Outro dado relevante: os dispositivos que traziam maior expectativa a este setor, como o já citado artigo 60 e o § 7° do artigo 12 – cuja declaração de inconstitucionalidade poderia implicar exigência de reserva legal para as “áreas adquiridas ou desapropriadas por detentor de concessão, permissão ou autorização para exploração de potencial de energia hidráulica, nas quais funcionem empreendimentos de geração de energia elétrica, subestações ou sejam instaladas linhas de transmissão e de distribuição de energia elétrica” –, foram mantidos.
Porém, mesmo que não se exija reserva legal para áreas adquiridas para a geração de energia hidráulica, o setor energético precisa atentar para a necessidade de que a compensação de reserva legal prevista no § 2° do artigo 48 do Código Florestal seja realizada não mais dentro do mesmo bioma, como previa a literalidade do texto, mas apenas dentro do mesmo ecossistema, segundo determinou o Supremo.
Isso porque o texto do § 7° do artigo 12 se refere à geração de energia hidráulica, não mencionando, por exemplo, a geração de energia solar ou eólica, dois ramos em franca expansão no Brasil.
Assim, a rigor, os espaços destinados aos parques eólicos ou às placas solares que demandem desmatamento para sua instalação podem desflorestar em APP – desde que, como visto, atestem não haver alternativa de técnica ou de localização –, mas não estão desincumbidos de observar a reserva legal. E, neste caso, havendo necessidade de compensação de reserva legal, ela se dará em área situada no mesmo ecossistema da área à qual a cota de reserva ambiental (CRA) está vinculada.
Evidentemente que essa interpretação também poderá – ou melhor, deverá – ser objeto de questionamento perante o Judiciário, pois se a geração de energia hidrelétrica não está obrigada a guardar a reserva legal, não se enxergam razões para que esse regime não seja estendido aos outros métodos, igualmente limpos, de geração de energia.
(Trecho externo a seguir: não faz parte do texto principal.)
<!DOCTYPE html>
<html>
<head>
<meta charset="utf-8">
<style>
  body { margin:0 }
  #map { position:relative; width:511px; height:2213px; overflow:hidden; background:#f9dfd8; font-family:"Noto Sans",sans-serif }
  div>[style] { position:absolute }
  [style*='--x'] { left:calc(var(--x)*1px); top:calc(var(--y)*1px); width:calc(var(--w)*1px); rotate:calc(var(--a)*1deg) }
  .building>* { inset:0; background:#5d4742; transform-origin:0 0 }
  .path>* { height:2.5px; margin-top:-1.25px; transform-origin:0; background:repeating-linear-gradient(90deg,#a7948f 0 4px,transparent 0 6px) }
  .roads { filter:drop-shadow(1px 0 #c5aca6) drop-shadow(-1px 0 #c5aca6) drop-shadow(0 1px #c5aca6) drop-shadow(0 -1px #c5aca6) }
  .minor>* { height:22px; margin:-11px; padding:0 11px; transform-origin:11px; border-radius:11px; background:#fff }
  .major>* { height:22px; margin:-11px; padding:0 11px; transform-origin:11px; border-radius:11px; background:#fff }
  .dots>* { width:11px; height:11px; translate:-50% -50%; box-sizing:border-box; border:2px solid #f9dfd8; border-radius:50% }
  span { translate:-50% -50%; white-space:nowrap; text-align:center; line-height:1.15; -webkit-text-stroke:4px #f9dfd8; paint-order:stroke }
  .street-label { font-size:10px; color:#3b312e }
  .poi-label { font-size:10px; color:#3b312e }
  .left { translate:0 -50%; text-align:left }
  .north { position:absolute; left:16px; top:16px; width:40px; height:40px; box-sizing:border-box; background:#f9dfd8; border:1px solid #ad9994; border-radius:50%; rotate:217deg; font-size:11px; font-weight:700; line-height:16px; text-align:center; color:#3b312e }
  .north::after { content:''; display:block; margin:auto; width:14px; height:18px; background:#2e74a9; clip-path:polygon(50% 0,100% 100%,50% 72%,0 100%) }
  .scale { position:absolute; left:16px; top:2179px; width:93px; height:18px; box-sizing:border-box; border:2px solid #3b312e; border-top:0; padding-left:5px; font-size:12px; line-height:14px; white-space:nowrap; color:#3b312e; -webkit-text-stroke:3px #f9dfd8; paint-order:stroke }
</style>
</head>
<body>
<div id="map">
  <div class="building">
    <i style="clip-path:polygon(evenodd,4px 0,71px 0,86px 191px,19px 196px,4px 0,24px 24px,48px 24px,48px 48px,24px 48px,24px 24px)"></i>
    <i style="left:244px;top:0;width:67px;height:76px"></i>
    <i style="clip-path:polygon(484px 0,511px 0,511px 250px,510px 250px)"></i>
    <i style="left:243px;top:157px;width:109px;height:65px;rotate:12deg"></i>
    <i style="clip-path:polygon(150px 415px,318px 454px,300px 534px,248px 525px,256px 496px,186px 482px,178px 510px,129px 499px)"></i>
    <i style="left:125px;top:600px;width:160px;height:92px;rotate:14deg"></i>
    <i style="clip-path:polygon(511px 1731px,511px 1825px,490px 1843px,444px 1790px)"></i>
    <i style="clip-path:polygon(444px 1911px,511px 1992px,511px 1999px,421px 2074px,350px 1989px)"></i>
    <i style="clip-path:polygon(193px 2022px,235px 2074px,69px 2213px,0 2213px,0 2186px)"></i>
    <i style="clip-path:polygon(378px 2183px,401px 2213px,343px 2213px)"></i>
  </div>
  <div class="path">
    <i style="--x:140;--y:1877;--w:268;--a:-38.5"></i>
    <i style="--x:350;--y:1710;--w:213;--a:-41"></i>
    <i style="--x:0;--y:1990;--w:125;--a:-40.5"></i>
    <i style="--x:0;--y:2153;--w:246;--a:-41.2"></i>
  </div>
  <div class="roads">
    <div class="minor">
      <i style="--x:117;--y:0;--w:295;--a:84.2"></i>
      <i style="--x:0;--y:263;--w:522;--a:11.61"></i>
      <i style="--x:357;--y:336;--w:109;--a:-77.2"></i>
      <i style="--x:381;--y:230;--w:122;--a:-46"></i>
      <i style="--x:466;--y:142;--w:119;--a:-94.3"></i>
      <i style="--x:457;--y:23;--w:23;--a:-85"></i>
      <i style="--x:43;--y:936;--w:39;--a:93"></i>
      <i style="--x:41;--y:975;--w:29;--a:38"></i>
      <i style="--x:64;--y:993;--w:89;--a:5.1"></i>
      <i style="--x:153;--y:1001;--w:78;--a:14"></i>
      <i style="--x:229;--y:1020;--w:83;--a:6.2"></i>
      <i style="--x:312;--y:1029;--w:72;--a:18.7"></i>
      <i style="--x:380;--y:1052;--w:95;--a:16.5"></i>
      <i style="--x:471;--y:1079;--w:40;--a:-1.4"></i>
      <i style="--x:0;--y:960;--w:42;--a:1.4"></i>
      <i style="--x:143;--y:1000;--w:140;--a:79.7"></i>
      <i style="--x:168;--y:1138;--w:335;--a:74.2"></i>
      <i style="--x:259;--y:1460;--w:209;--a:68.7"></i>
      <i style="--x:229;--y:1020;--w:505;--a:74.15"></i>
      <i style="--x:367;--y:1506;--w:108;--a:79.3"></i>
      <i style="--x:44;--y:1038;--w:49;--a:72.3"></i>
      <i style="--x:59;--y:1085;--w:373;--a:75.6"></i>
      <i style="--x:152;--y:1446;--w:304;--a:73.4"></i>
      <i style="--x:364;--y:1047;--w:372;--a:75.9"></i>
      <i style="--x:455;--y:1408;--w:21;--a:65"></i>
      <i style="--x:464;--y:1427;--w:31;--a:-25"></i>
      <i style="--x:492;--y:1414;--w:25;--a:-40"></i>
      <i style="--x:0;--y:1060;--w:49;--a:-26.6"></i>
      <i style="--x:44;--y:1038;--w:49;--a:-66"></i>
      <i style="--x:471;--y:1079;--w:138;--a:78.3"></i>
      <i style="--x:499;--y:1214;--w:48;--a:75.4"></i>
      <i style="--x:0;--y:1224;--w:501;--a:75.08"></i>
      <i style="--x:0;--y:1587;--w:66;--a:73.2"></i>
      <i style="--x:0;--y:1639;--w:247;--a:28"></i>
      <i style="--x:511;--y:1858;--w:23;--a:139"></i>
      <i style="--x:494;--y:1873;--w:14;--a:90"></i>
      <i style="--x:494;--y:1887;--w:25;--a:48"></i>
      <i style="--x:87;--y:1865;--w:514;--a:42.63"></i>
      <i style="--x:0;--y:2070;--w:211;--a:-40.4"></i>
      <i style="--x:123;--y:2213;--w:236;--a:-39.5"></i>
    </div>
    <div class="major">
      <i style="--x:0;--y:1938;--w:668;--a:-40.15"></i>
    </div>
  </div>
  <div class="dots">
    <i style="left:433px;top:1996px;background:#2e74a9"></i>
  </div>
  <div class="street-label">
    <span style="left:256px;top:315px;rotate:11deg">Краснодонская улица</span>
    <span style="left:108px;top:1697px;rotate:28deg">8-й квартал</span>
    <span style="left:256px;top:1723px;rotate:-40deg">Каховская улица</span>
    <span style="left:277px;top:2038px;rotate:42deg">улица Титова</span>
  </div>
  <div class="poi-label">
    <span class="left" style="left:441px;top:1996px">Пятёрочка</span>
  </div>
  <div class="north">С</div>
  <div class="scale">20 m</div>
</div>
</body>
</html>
Em todo o caso, com a segurança jurídica que a decisão do STF traz consigo, espera-se que muitas das previsões da lei sejam, enfim, implementadas. É o caso do PRA, que precisa ser regulamentado pelos Estados, os quais, por sua vez, aguardavam a chancela do Supremo para agir. Com o PRA, finalmente, várias áreas desmatadas poderão ser recuperadas. Ainda que essa recuperação signifique, para alguns, a anistia de certos crimes, o objetivo maior de toda norma ambiental será atingido.
Marina Gadelha é advogada especialista em Direito Ambiental e Minerário da Queiroz Cavalcanti Advocacia, conselheira federal da OAB pela Paraíba e presidente da Comissão Nacional de Direito Ambiental da OAB.